The prime subjects for many of the works in this virtual gallery are light itself, color, the medium of paint. Golaski explores these, as well. In one story, a woman at the opera studies a shadow on the wall, “silver like photo-silver, a silver gelatin print,” and while “When she watched the rectangle on the wall to her left, she was not watching the opera per se” she is entranced by something as lush, as compelling. It is with such subtleties that Golaski most impresses; while he’s gorgeous on “the allure of the accident” or those undergarments cycling around, he’s even stronger on those unpicturable things: the “heavy nostalgia” of watching discarded videocassettes with a loved one, or, even more, those post-coital feelings, as in a tremendous scene where a man’s wife lies on her back and “pictures a glass jar, a large jar ... emerging from her ribs, just below her breasts.” But this book is worth buying simply for the scene, in response to Cassatt’s “Five O’Clock Tea,” where two ten-year-old not-quite friends experience, together, something so marvelous, so moving....
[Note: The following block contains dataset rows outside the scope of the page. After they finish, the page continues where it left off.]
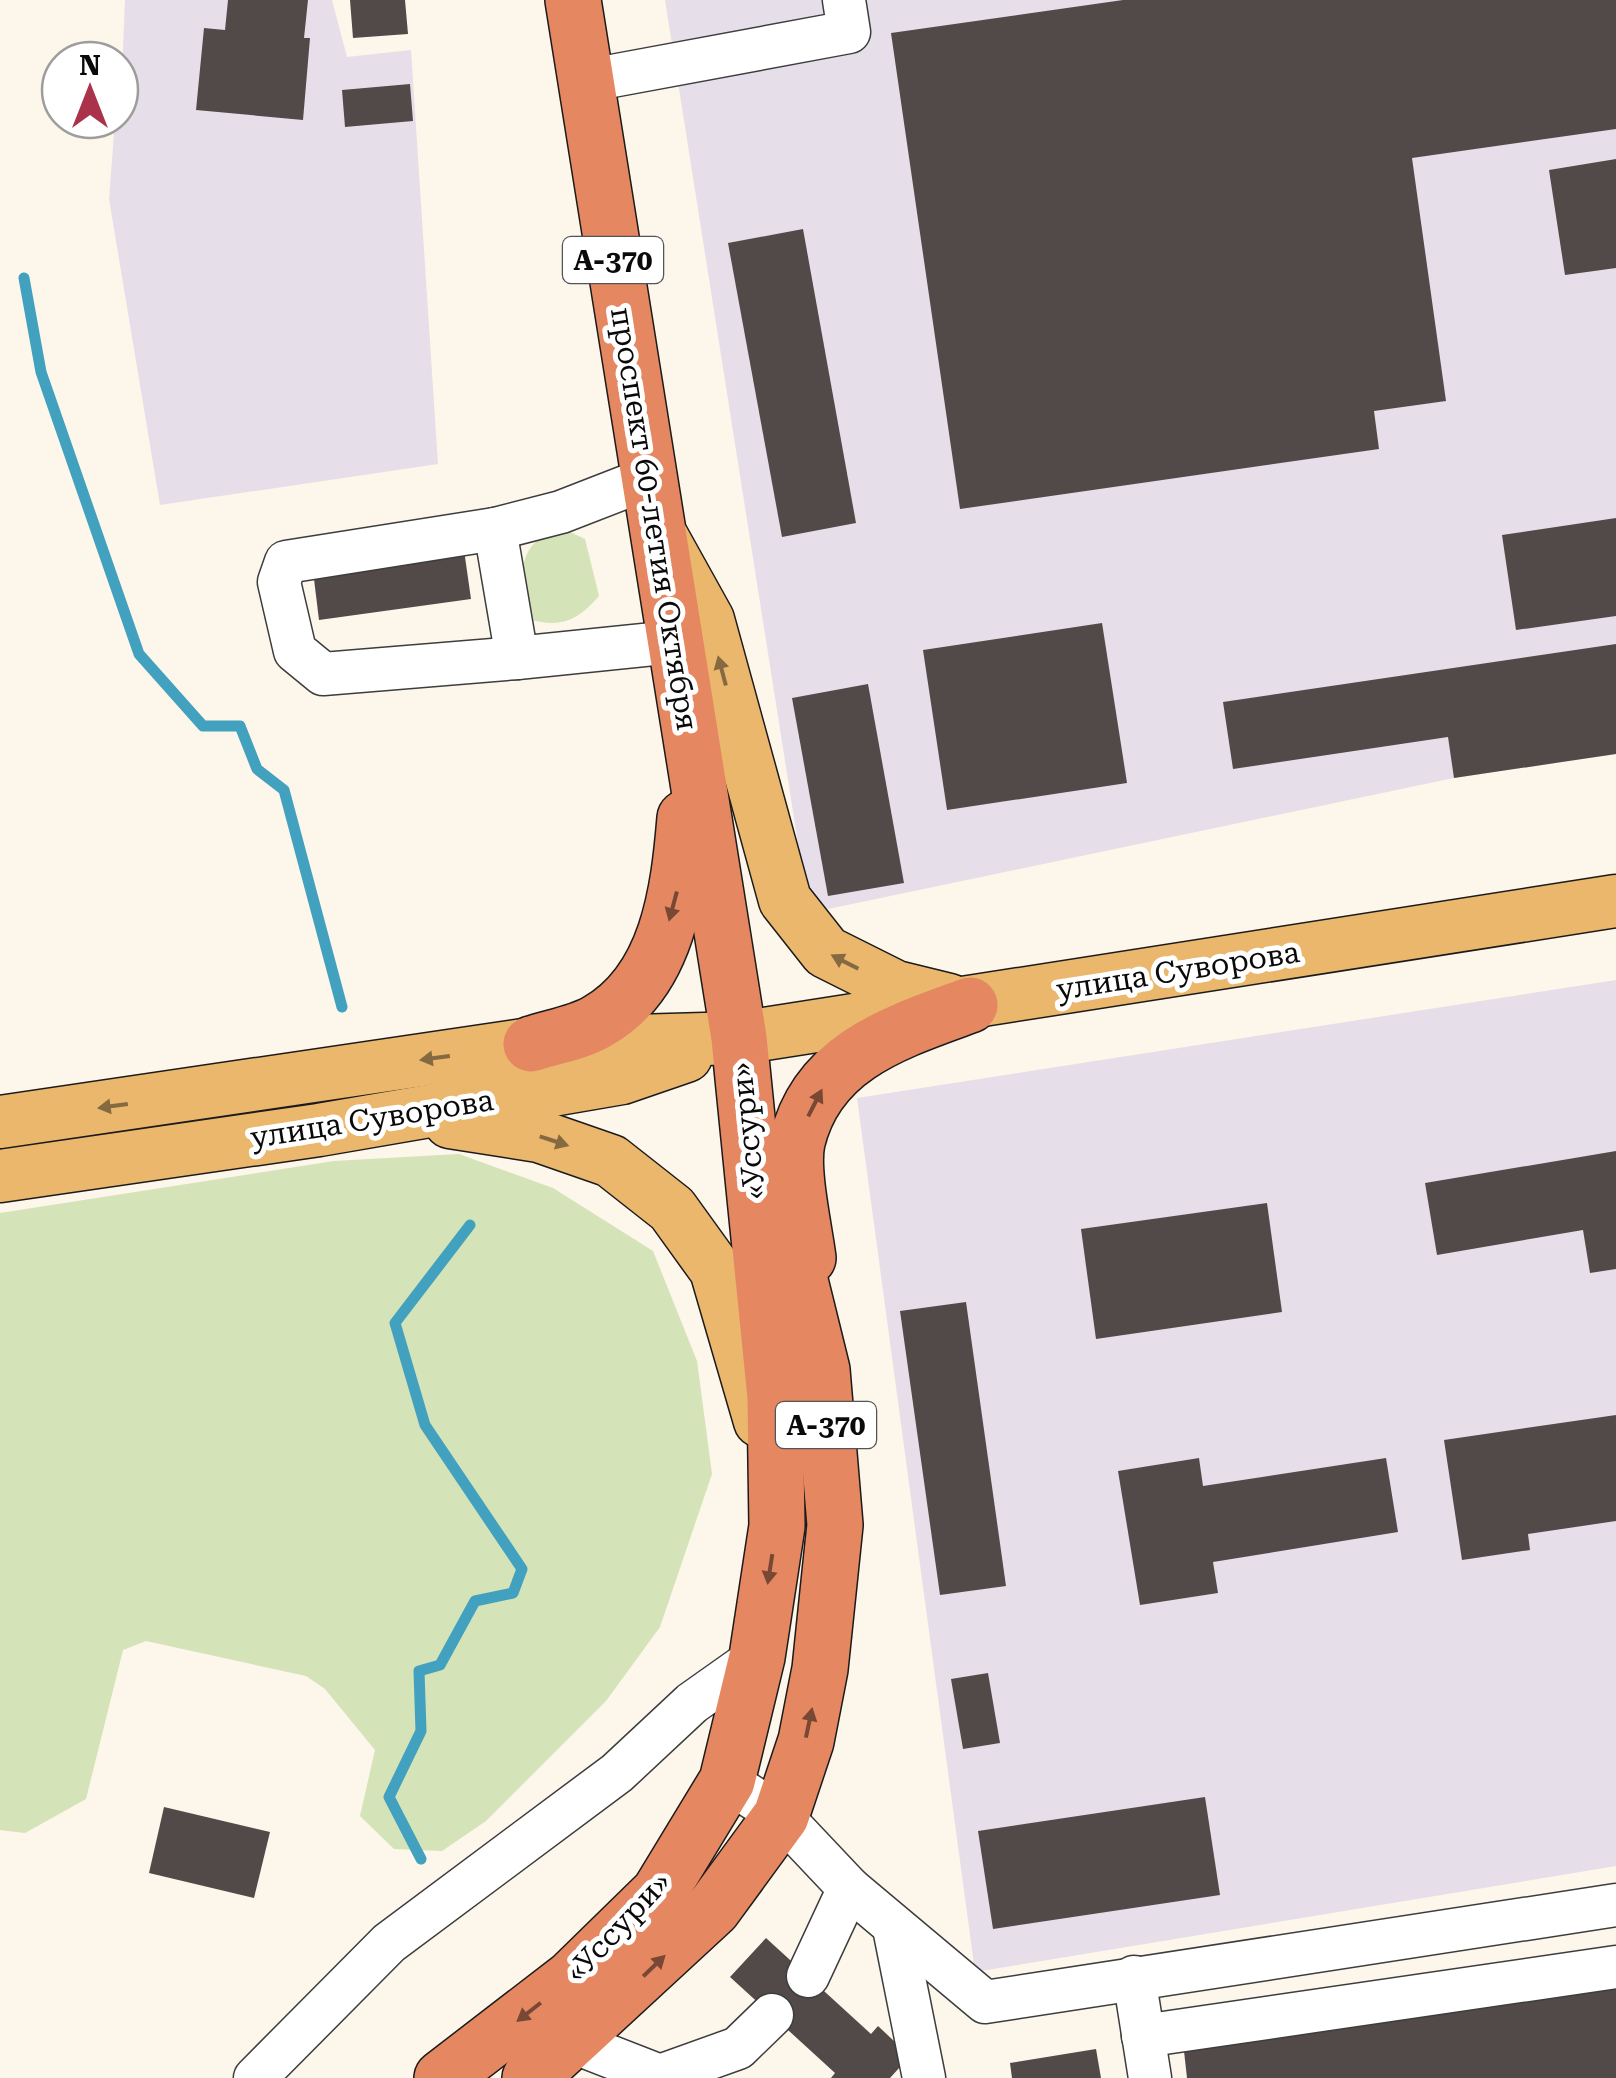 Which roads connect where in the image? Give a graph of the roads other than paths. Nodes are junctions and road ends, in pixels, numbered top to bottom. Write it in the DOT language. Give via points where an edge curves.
graph roads {
  1 [pos="573,0"];
  2 [pos="844,0"];
  3 [pos="585,81"];
  4 [pos="650,499"];
  5 [pos="495,529"];
  6 [pos="673,642"];
  7 [pos="517,658"];
  8 [pos="690,740"];
  9 [pos="1616,901"];
  10 [pos="970,1005"];
  11 [pos="739,1038"];
  12 [pos="531,1044"];
  13 [pos="0,1122"];
  14 [pos="319,1130"];
  15 [pos="0,1176"];
  16 [pos="822,1370"];
  17 [pos="774,1472"];
  18 [pos="757,1656"];
  19 [pos="727,1782"];
  20 [pos="780,1816"];
  21 [pos="850,1888"];
  22 [pos="1616,1905"];
  23 [pos="894,1928"];
  24 [pos="1616,1967"];
  25 [pos="808,1976"];
  26 [pos="1134,1977"];
  27 [pos="772,2015"];
  28 [pos="1143,2036"];
  29 [pos="570,2041"];
  30 [pos="255,2078"];
  31 [pos="442,2078"];
  32 [pos="530,2078"];
  33 [pos="924,2078"];
  34 [pos="1150,2078"];
  1 -- 3 [label="highway, проспект 60-летия Октября / А-370"];
  2 -- 3 [label="lane" via="848,32"];
  3 -- 4 [label="highway, проспект 60-летия Октября / А-370"];
  4 -- 5 [label="lane"];
  4 -- 6 [label="highway, проспект 60-летия Октября / А-370"];
  10 -- 4 [label="main road, one-way" via="896,988 826,952 784,900 708,620"];
  5 -- 7 [label="lane"];
  5 -- 7 [label="lane" via="286,562 279,582 295,651 324,674"];
  6 -- 7 [label="lane"];
  6 -- 8 [label="highway, проспект 60-летия Октября / А-370"];
  8 -- 11 [label="highway, проспект 60-летия Октября / А-370"];
  8 -- 12 [label="highway, one-way" via="680,880 663,940 634,994 596,1023"];
  9 -- 10 [label="main road, улица Суворова"];
  10 -- 11 [label="main road, улица Суворова"];
  16 -- 10 [label="highway, one-way" via="796,1144 815,1096 846,1059 890,1034"];
  11 -- 12 [label="main road, улица Суворова"];
  11 -- 14 [label="main road, улица Суворова" via="622,1078"];
  11 -- 16 [label="highway, «Уссури» / А-370"];
  11 -- 17 [label="highway, «Уссури» / А-370" via="774,1397"];
  12 -- 13 [label="main road, улица Суворова, one-way"];
  14 -- 15 [label="main road, улица Суворова"];
  14 -- 17 [label="main road, one-way" via="456,1121 539,1136 612,1161 672,1208 716,1270"];
  20 -- 16 [label="highway, «Уссури» / А-370, one-way" via="806,1741 820,1668 835,1525"];
  17 -- 18 [label="highway, «Уссури» / А-370, one-way" via="777,1526"];
  18 -- 19 [label="highway, «Уссури» / А-370"];
  18 -- 30 [label="lane" via="692,1702 618,1773 390,1943"];
  19 -- 20 [label="lane"];
  19 -- 31 [label="highway, «Уссури» / А-370, one-way" via="659,1893 572,1978"];
  20 -- 21 [label="lane"];
  29 -- 20 [label="highway, «Уссури» / А-370, one-way" via="712,1909"];
  21 -- 23 [label="lane"];
  21 -- 25 [label="lane"];
  22 -- 26 [label="lane"];
  23 -- 26 [label="lane" via="985,2002"];
  23 -- 33 [label="lane"];
  24 -- 28 [label="lane"];
  26 -- 28 [label="lane"];
  27 -- 29 [label="lane" via="738,2048 660,2076"];
  28 -- 34 [label="lane"];
  29 -- 32 [label="highway, «Уссури» / А-370"];
}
I despised conventional art,” the Cassatt-esque voice declares at one point, “I began to live.” Golaski, likewise, pushes into innovation, shaping a new form with discipline and spark. The result is a remarkable gallery, the sort of museum that fills you with the need to hide inside its corridors at closing, only to have more time, alone, through the night, to wander its halls, ponder its wonders.